#### Data extract

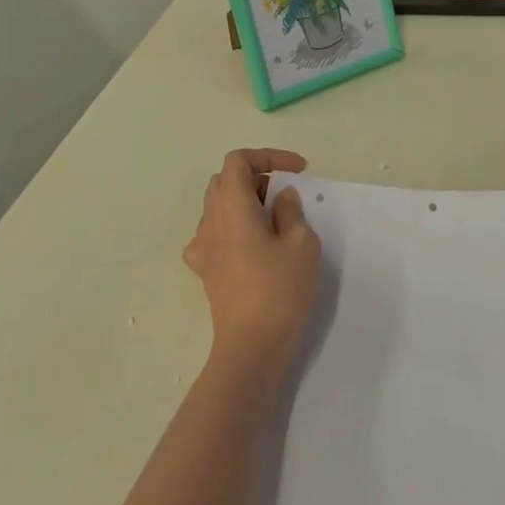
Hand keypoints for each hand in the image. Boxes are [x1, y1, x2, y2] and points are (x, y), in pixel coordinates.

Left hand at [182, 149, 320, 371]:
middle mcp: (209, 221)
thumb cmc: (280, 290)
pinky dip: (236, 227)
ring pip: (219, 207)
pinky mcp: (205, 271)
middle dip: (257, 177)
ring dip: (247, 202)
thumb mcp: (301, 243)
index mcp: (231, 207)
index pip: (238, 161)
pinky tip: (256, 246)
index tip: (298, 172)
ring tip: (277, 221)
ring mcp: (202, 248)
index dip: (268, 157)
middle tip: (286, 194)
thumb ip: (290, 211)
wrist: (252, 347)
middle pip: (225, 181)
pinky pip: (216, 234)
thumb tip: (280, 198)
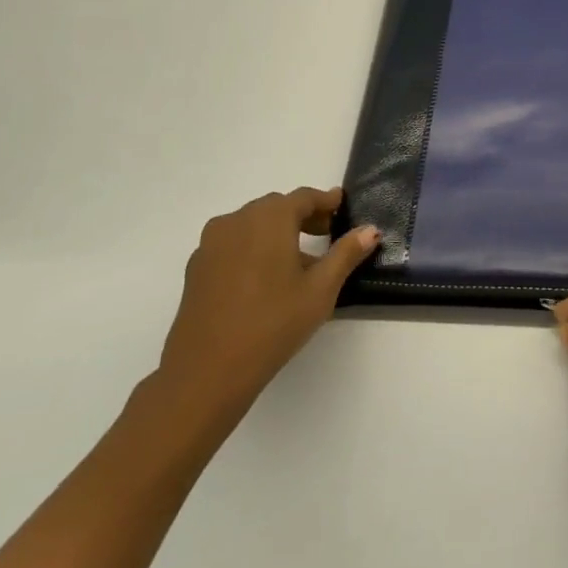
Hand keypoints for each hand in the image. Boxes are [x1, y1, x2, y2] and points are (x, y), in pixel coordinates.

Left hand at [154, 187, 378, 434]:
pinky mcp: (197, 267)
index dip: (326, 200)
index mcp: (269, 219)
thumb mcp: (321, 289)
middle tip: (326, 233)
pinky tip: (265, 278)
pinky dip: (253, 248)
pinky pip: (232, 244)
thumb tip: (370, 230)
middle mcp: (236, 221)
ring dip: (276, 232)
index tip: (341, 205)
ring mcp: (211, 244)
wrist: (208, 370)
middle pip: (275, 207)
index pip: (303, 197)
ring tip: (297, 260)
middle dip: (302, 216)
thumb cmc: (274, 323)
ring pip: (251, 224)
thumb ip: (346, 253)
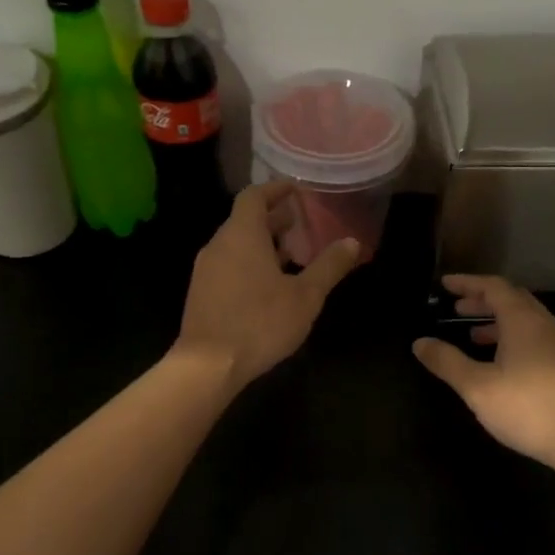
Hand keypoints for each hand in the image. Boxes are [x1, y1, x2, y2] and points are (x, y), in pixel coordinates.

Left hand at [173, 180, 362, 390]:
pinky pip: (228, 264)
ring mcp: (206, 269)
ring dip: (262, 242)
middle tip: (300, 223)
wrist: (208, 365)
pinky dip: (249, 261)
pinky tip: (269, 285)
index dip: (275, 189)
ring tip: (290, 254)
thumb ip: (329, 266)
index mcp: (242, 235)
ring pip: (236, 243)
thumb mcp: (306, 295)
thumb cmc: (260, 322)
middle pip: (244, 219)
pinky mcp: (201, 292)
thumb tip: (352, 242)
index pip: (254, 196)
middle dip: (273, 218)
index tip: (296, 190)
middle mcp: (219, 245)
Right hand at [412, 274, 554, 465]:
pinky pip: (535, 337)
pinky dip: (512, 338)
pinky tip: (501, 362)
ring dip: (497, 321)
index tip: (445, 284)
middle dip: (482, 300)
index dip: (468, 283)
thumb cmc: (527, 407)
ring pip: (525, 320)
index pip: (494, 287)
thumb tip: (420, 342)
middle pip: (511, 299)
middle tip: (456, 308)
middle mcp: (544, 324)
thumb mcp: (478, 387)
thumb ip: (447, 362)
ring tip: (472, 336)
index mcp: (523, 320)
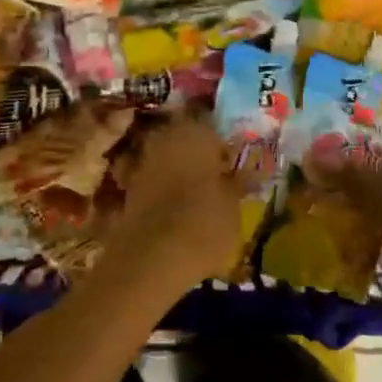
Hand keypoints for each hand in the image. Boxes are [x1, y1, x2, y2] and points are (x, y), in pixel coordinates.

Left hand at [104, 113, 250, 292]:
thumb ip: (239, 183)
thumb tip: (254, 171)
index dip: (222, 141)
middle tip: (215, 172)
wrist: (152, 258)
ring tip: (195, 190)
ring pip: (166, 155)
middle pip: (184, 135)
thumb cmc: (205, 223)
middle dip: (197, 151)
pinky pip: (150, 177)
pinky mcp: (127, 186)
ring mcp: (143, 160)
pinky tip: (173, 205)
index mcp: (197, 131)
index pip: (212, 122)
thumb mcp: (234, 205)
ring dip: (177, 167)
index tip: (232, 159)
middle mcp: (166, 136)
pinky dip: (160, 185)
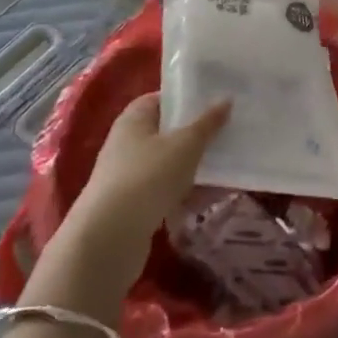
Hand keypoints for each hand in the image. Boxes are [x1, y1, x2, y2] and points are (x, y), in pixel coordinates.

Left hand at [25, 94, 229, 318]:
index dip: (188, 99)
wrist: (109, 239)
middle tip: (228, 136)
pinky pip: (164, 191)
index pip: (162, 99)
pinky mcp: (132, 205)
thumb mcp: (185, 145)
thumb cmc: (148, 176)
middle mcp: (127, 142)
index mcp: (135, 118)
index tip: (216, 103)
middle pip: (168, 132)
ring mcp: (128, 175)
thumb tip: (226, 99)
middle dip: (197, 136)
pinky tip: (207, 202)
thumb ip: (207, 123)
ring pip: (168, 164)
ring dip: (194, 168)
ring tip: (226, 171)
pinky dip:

#### Task instructions
Each line of the listing above must be given again exactly; the pictures are to be left out.

#### Your solution
Hand keypoints for each hand in the image. Boxes are [x1, y1, x2, y2] and points are (x, y), in pixel coordinates.

Left hand at [182, 149, 320, 371]:
middle mcp: (209, 221)
thumb cmc: (280, 290)
pinky dip: (236, 227)
ring pip: (219, 207)
pinky mcp: (205, 271)
middle dip: (257, 177)
ring dip: (247, 202)
thumb mcp: (301, 243)
index mcp: (231, 207)
index pip: (238, 161)
pinky tip: (256, 246)
index tip: (298, 172)
ring tip: (277, 221)
ring mcp: (202, 248)
index dip: (268, 157)
middle tip: (286, 194)
thumb ip: (290, 211)
wrist: (252, 347)
middle pip: (225, 181)
pinky pip: (216, 234)
thumb tip: (280, 198)
Hand keypoints for each hand in the image. Boxes are [x1, y1, x2, y2] and points are (x, y), in pixel coordinates.

Left hand at [154, 187, 378, 434]:
pinky mcp: (197, 267)
index dip: (326, 200)
index mcp: (269, 219)
thumb mcp: (321, 289)
middle tip: (326, 233)
pinky tip: (265, 278)
pinky dip: (253, 248)
pinky pip: (232, 244)
thumb tip: (370, 230)
middle mcp: (236, 221)
ring dip: (276, 232)
index tip: (341, 205)
ring mcp: (211, 244)
wrist: (208, 370)
middle pip: (275, 207)
index pip: (303, 197)
ring tip: (297, 260)
middle dip: (302, 216)
thumb cmc: (274, 323)
ring pip: (251, 224)
thumb ip: (346, 253)
Hand keypoints for each hand in the image. Boxes are [x1, y1, x2, y2] and points are (x, y), in pixel coordinates.

Left hand at [173, 180, 362, 390]:
pinky pip: (228, 264)
ring mcp: (206, 269)
ring dip: (262, 242)
middle tip: (300, 223)
wrist: (208, 365)
pinky dip: (249, 261)
pinky tip: (269, 285)
index dip: (275, 189)
ring tip: (290, 254)
thumb ip: (329, 266)
index mcp: (242, 235)
ring pip: (236, 243)
thumb mcp: (306, 295)
thumb cmc: (260, 322)
middle pip: (244, 219)
pinky mcp: (201, 292)
thumb tip: (352, 242)
index pip: (254, 196)
middle dip: (273, 218)
index tip: (296, 190)
middle mcp: (219, 245)
Right hand at [412, 274, 554, 465]:
pinky pip: (535, 337)
pinky dip: (512, 338)
pinky tip: (501, 362)
ring dip: (497, 321)
index tip: (445, 284)
middle dip: (482, 300)
index dip: (468, 283)
thumb cmc: (527, 407)
ring pip: (525, 320)
index pip: (494, 287)
thumb tip: (420, 342)
middle pip: (511, 299)
middle tip: (456, 308)
middle mcp: (544, 324)
thumb mcp: (478, 387)
thumb ip: (447, 362)
ring tip: (472, 336)
index mcp: (523, 320)
Hand keypoints for each hand in the image. Boxes are [x1, y1, x2, y2] and points are (x, y), in pixel coordinates.

Left hand at [104, 113, 250, 292]:
thumb ip: (239, 183)
thumb tip: (254, 171)
index dip: (222, 141)
middle tip: (215, 172)
wrist: (152, 258)
ring tip: (195, 190)
ring pip: (166, 155)
middle pip: (184, 135)
thumb cmc: (205, 223)
middle dip: (197, 151)
pinky pip: (150, 177)
pinky mcp: (127, 186)
ring mcp: (143, 160)
pinky tip: (173, 205)
index mcp: (197, 131)
index pip: (212, 122)
thumb mcp: (234, 205)
ring dip: (177, 167)
index tip: (232, 159)
middle mcp: (166, 136)
pinky dip: (160, 185)
Hand keypoints for each hand in the image. Boxes are [x1, y1, x2, y2] and points are (x, y), in pixel coordinates.

Left hand at [25, 94, 229, 318]:
index dip: (188, 99)
wrist: (109, 239)
middle tip: (228, 136)
pinky pip: (164, 191)
index pip: (162, 99)
pinky mcp: (132, 205)
thumb mcp: (185, 145)
thumb cmc: (148, 176)
middle mcp: (127, 142)
index mcp: (135, 118)
index tip: (216, 103)
middle pip: (168, 132)
ring mcp: (128, 175)
thumb tip: (226, 99)
middle dip: (197, 136)
pinky tip: (207, 202)
thumb ip: (207, 123)
ring pip: (168, 164)
ring dip: (194, 168)
ring tip: (226, 171)
pinky dip:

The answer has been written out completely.